_Your goal_.
For the entries below, report every line that includes the word "Crésio".

[Stored items]
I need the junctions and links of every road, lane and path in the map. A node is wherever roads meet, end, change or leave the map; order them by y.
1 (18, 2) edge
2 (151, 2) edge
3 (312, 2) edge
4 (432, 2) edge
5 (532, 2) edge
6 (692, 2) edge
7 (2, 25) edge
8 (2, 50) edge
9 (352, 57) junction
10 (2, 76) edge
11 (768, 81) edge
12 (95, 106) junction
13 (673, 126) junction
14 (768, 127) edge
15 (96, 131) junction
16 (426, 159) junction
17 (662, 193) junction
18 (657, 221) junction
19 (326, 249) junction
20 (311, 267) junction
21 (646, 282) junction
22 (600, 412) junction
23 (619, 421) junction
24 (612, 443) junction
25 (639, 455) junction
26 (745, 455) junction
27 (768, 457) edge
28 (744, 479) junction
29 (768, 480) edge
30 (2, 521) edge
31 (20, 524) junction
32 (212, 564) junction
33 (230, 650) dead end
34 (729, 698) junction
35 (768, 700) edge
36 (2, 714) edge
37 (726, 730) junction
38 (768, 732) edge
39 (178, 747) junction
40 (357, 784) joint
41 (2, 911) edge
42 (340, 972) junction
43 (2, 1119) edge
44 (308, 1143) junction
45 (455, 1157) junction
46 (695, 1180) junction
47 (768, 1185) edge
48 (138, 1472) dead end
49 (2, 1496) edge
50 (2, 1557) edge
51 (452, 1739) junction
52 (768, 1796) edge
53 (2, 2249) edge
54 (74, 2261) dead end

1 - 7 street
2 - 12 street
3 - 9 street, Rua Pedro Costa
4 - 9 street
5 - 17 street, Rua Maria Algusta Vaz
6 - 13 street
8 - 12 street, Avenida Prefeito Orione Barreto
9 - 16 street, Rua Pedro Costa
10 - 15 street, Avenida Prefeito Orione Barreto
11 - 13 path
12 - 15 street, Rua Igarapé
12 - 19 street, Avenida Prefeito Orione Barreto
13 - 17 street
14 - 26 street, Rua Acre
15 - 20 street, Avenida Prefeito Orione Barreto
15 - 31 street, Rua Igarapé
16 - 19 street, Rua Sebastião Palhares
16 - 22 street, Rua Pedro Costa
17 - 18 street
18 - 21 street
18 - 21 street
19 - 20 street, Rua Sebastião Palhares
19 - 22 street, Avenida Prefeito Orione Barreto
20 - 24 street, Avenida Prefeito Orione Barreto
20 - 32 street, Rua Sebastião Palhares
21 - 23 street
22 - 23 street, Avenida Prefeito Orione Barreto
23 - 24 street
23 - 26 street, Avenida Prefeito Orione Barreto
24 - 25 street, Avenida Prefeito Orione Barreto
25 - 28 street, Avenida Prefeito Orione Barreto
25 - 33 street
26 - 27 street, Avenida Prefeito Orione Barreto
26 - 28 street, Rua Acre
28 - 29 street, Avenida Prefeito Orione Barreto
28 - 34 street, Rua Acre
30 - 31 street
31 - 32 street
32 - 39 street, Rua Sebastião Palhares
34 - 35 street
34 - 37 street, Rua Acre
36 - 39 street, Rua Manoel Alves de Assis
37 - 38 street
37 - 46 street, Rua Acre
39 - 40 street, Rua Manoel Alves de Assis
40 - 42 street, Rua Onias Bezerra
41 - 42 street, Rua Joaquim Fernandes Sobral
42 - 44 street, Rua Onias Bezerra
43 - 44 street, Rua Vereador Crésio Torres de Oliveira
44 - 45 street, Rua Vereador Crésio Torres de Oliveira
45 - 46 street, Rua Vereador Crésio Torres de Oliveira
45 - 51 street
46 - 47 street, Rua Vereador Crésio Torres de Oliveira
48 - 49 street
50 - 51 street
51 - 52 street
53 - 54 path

_Exercise answer_.
43 - 44 street, Rua Vereador Crésio Torres de Oliveira
44 - 45 street, Rua Vereador Crésio Torres de Oliveira
45 - 46 street, Rua Vereador Crésio Torres de Oliveira
46 - 47 street, Rua Vereador Crésio Torres de Oliveira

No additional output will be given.